To analyze an argument with a truth table:

1. Identify the premises and conclusion
2. Assign variables to each simple proposition
3. Write the premises and conclusion in symbolic form
4. Build the truth table
5. Check all rows where premises are simultaneously true
6. If the conclusion is true in every such row, the argument is valid

Proof Techniques

Truth tables serve as a form of proof by exhaustion: you literally check every possible case. This makes them a reliable (if sometimes tedious) way to:

• Prove that a statement is a tautology
• Show that two expressions are logically equivalent
• Demonstrate that an argument form is valid
• Reveal contradictions in a set of assumptions

Truth Tables in Computer Science

Truth tables connect directly to Boolean algebra, which underlies digital computing. Every logic gate (AND, OR, NOT, etc.) corresponds to one of the connectives above, and its behavior is defined by a truth table.
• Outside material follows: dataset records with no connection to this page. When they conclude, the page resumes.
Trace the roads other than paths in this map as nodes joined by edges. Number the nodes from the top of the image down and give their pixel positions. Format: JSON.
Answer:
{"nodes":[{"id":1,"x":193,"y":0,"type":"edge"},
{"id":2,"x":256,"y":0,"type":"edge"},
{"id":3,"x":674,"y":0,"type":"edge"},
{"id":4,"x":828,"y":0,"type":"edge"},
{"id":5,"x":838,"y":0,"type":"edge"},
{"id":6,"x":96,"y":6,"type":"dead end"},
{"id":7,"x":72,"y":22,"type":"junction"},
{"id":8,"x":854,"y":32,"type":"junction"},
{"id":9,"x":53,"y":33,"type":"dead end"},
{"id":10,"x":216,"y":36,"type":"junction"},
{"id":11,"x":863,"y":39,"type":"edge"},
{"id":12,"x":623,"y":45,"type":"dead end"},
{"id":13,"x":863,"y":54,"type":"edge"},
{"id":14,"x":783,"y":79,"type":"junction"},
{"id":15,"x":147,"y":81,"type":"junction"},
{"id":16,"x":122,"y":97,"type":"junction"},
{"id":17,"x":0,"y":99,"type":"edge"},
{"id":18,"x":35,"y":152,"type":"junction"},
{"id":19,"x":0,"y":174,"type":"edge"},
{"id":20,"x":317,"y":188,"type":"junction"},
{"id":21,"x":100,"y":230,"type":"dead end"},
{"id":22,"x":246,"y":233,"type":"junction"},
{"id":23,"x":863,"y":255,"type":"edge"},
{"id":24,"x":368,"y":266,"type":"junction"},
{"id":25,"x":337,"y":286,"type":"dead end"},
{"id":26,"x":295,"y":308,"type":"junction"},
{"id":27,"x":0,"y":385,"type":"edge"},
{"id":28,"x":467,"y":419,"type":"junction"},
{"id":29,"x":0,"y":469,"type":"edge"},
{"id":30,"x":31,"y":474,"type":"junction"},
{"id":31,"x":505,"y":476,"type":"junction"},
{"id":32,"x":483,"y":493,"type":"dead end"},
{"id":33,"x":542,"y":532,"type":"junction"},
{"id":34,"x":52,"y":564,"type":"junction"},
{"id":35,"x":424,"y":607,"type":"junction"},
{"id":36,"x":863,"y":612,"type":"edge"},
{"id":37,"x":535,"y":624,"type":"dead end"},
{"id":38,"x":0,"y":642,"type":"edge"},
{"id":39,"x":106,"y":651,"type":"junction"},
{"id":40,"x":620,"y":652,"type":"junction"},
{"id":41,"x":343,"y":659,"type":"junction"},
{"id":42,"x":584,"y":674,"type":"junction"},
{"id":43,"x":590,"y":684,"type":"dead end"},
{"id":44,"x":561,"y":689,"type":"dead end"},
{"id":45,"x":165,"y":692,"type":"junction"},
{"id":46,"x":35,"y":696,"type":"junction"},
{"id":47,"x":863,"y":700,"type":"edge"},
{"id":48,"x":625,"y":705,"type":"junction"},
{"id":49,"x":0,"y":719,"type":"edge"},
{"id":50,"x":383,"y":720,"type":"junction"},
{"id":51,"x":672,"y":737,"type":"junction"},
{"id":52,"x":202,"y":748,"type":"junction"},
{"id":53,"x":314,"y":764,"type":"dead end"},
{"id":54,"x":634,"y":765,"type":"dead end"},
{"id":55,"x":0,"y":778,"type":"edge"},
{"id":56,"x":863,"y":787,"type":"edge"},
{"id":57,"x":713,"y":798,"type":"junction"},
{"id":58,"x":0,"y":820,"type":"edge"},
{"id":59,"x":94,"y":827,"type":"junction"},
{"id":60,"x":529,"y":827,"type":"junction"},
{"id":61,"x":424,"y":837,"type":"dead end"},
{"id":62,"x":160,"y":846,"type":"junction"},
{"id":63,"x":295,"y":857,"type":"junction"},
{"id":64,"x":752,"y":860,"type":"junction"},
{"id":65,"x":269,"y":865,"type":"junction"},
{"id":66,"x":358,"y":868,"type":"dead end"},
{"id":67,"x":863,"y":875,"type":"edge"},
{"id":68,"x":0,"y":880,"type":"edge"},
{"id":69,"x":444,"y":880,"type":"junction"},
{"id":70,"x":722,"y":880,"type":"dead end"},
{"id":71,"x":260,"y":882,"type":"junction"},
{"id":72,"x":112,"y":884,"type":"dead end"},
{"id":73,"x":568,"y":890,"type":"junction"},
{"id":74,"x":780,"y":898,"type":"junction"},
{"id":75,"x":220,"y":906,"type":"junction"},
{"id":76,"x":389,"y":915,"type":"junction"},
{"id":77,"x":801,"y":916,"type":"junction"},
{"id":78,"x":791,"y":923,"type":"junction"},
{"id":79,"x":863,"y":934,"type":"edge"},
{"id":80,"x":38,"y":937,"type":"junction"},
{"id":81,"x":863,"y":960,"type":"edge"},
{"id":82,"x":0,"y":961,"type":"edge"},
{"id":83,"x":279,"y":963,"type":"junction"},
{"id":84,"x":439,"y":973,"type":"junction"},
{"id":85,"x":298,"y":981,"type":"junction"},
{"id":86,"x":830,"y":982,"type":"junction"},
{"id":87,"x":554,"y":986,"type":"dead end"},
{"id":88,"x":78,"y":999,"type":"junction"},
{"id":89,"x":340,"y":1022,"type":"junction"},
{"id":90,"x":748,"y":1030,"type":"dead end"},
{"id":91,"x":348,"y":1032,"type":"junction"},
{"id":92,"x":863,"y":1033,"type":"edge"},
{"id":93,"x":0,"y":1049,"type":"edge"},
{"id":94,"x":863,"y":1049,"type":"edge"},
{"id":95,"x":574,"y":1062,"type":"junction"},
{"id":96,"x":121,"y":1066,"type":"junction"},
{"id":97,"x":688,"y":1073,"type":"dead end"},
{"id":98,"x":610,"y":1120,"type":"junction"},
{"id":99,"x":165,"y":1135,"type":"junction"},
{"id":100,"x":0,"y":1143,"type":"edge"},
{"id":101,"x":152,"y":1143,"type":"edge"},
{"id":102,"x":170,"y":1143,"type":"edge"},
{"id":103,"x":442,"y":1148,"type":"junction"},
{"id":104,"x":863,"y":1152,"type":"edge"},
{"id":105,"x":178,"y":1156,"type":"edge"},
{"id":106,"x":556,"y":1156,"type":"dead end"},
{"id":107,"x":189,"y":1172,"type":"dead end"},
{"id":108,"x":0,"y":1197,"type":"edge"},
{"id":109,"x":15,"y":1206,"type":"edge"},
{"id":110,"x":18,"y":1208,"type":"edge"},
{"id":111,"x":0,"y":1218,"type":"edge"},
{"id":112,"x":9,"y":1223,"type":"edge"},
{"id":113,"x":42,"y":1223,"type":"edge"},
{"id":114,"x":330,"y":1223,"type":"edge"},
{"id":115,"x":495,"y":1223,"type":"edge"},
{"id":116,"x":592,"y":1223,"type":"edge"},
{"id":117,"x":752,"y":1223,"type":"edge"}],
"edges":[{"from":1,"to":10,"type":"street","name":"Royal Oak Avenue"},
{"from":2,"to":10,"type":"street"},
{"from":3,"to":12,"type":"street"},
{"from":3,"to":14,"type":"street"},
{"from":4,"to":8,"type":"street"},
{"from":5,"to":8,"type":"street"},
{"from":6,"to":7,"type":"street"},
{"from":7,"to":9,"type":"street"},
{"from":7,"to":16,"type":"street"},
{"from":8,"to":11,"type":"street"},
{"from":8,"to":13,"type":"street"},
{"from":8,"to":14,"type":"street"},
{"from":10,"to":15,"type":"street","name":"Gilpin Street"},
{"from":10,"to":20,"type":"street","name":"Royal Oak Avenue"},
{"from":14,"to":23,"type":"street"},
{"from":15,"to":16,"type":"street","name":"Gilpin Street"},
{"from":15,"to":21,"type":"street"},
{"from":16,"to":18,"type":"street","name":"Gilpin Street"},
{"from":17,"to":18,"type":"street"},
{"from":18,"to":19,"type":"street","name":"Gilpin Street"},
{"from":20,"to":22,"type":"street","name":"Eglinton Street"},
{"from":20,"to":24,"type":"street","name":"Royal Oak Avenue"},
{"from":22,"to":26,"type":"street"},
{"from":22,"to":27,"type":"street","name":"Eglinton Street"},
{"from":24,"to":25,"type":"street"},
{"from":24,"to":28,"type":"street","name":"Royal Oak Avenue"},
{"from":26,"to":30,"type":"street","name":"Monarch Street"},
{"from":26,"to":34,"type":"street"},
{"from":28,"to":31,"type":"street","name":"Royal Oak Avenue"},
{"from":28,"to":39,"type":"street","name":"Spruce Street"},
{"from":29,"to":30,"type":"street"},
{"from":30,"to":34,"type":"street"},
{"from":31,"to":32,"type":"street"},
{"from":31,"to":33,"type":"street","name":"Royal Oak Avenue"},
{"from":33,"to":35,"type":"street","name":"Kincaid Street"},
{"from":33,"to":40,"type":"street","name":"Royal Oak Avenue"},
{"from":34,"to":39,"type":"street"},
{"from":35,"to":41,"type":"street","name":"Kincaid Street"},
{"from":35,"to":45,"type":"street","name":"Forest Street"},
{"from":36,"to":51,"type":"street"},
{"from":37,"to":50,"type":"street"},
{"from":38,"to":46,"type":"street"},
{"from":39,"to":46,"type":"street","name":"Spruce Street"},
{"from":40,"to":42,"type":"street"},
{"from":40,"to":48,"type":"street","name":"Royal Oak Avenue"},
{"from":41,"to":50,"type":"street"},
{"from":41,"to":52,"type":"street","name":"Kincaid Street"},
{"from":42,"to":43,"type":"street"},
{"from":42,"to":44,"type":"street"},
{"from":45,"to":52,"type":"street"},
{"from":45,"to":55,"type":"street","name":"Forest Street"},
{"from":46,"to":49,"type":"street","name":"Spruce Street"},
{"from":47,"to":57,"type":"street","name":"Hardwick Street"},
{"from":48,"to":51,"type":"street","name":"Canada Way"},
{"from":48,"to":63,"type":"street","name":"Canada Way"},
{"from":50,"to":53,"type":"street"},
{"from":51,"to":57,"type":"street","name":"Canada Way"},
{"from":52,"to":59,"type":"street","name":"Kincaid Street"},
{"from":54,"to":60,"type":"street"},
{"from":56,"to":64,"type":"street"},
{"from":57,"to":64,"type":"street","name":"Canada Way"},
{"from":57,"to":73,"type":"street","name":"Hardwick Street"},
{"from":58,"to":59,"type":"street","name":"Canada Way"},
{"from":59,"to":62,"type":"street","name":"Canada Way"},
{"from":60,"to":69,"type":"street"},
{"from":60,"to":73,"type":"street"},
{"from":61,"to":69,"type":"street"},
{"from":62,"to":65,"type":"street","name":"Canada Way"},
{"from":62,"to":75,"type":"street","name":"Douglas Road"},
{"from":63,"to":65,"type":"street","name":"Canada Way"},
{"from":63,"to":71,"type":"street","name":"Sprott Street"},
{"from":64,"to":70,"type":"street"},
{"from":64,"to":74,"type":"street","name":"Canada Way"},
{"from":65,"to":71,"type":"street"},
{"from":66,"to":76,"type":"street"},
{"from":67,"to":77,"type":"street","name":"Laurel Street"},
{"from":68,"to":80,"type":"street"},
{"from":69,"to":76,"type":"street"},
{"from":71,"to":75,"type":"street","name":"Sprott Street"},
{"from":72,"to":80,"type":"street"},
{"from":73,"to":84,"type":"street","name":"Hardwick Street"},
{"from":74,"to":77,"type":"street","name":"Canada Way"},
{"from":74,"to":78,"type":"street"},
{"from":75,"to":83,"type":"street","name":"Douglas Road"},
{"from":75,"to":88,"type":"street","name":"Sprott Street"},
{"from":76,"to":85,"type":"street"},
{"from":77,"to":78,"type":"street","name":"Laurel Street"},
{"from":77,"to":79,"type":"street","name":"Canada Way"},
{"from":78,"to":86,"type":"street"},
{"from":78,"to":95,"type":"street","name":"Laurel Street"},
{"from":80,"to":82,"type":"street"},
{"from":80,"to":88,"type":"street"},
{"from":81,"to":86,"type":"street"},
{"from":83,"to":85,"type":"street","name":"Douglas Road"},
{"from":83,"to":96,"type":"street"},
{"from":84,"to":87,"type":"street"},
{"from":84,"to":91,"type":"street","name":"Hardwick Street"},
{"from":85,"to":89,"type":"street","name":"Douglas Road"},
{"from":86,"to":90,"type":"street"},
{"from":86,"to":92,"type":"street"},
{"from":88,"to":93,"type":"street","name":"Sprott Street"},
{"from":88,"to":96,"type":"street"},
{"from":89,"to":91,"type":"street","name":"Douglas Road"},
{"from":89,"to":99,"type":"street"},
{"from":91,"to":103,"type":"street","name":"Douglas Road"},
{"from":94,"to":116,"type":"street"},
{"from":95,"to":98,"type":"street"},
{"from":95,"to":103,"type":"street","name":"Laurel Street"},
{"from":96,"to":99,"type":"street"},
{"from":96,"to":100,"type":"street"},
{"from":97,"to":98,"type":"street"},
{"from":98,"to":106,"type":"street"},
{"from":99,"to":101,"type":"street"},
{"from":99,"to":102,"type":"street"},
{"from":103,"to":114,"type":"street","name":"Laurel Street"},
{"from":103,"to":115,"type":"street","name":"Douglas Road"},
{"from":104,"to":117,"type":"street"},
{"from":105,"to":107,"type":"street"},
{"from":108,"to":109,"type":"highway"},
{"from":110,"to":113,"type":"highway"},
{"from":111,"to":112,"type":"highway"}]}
In programming, truth tables help you reason about complex conditional logic. If you have a tangled chain of if-else statements, writing out the truth table for your conditions can reveal redundancies, missed cases, or logical errors.

Common Pitfalls and Misconceptions

Inclusive vs. exclusive OR. In everyday English, "or" often means "one or the other but not both" (exclusive OR). In logic, $\vee$ is inclusive: it's true when both are true. Watch for this when translating English into symbols.

The conditional feels backward. Many students expect $P \rightarrow Q$ to be false when P is false. It's not. The conditional only makes a claim about what happens when P is true. When P is false, the conditional is vacuously true.

Validity vs. truth. A valid argument can have a false conclusion (if one of its premises is false). Validity means the form of the reasoning is correct. Soundness means the argument is valid and all premises are actually true. Don't confuse the two.

Missing rows. With 3 or more variables, it's easy to accidentally skip combinations. Always use the $2^n$ formula and fill in your variable columns systematically before evaluating anything.

Confusing equivalence with the biconditional. The biconditional $P \leftrightarrow Q$ is a statement within your logical system. Logical equivalence ($\equiv$) is a claim about two statements having the same truth table. They're related but operate at different levels.